The package can be loaded with the command:

library("SC.MEB")

Fit SC-MEB using simulated data

We first set the basic parameter:

library(mvtnorm)
library(GiRaF)
library(SingleCellExperiment)
set.seed(100)
G <- 4
Bet <- 1
KK <- 5
p <- 15
mu <- matrix(c( c(-6, rep(-1.5, 14)),
               rep(0, 15),
               c(6, rep(1.5, 14)),
               c(rep(-1.5, 7), rep(1.5, 7), 6),
               c(rep(1.5, 7), rep(-1.5, 7), -6)), ncol = KK)
height <- 50
width <- 50
n <- height * width # # of cell in each indviduals

Then, we generate the true clustering label, 15-dimensional PCA and position of each spot.
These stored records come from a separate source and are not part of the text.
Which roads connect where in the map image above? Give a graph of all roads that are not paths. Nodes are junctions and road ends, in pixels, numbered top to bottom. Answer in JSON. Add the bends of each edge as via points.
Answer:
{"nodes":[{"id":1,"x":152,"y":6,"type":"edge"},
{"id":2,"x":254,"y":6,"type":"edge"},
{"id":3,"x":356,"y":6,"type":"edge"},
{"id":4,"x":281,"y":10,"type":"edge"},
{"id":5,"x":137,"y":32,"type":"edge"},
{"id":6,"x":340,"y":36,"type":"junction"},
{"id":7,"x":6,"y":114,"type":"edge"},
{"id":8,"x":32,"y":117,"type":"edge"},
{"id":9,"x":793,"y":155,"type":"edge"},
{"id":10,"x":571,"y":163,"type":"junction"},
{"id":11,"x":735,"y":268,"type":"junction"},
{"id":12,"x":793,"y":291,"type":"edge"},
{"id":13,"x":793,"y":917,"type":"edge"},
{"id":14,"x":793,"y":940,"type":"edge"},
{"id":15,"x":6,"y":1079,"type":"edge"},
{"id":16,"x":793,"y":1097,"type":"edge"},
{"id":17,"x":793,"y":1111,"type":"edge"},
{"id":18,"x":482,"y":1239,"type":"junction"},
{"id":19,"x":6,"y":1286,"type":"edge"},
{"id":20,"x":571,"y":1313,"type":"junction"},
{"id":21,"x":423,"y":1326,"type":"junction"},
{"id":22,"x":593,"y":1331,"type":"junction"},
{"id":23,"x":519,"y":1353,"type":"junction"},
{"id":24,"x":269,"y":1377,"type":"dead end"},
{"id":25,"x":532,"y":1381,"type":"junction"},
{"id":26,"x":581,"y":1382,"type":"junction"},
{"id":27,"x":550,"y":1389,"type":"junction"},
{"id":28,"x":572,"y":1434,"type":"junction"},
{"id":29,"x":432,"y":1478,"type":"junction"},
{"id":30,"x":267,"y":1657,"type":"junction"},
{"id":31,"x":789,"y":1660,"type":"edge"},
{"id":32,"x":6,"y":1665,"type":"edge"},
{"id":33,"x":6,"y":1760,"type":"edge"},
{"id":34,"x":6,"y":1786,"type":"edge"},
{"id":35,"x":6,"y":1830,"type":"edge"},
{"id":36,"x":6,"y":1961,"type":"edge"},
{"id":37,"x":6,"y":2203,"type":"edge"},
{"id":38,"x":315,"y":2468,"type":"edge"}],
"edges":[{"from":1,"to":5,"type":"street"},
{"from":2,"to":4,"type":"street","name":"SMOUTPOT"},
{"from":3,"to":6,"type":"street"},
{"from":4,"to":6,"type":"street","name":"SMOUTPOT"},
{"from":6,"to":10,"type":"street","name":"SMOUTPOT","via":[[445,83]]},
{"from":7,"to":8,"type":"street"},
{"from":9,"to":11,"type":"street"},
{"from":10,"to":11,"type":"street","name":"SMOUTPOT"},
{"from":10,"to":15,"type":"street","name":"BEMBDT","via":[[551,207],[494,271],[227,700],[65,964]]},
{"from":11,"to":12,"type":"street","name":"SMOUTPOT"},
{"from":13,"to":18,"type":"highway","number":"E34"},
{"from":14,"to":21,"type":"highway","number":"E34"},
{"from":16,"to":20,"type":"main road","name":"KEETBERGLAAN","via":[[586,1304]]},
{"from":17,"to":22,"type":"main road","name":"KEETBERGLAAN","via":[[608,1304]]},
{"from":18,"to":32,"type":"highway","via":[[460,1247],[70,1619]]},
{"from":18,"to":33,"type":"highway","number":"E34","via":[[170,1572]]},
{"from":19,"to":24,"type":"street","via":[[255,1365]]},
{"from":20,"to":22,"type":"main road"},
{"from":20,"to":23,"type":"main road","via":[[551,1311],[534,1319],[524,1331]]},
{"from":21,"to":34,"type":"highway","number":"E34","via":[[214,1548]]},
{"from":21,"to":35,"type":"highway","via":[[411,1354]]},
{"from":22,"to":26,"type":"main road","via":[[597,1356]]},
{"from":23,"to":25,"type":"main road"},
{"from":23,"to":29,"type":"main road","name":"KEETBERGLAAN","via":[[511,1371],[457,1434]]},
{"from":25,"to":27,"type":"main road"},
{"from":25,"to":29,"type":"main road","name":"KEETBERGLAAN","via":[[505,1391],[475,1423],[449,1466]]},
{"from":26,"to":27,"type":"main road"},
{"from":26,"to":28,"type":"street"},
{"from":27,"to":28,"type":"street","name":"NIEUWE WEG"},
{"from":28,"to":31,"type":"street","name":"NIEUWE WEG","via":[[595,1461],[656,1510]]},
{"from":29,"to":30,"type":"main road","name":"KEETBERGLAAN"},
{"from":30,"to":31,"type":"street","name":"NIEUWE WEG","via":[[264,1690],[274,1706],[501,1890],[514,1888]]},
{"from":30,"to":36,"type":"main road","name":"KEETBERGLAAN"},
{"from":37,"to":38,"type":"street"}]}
  X <- sampler.mrf(iter = n, sampler = "Gibbs", h = height, w = width, ncolors = KK, 
                   nei = G, param = Bet,initialise = FALSE, view = TRUE)
  x <- c(X) + 1
  y <- matrix(0, nrow = n, ncol = p)

  for(i in 1:n) { # cell
    mu_i <- mu[, x[i]]
    Sigma_i <- ((x[i]==1)*2 + (x[i]==2)*2.5 + (x[i]==3)*3 +
                  (x[i]==4)*3.5 + (x[i]==5)*4)*diag(1, p)*4
    y[i, ] <- rmvnorm(1, mu_i, Sigma_i)
  }

  pos <- cbind(rep(1:height, width), rep(1:height, each=width))

Subsequently, we construct the SingleCellExperiment object based on the above PCA and position.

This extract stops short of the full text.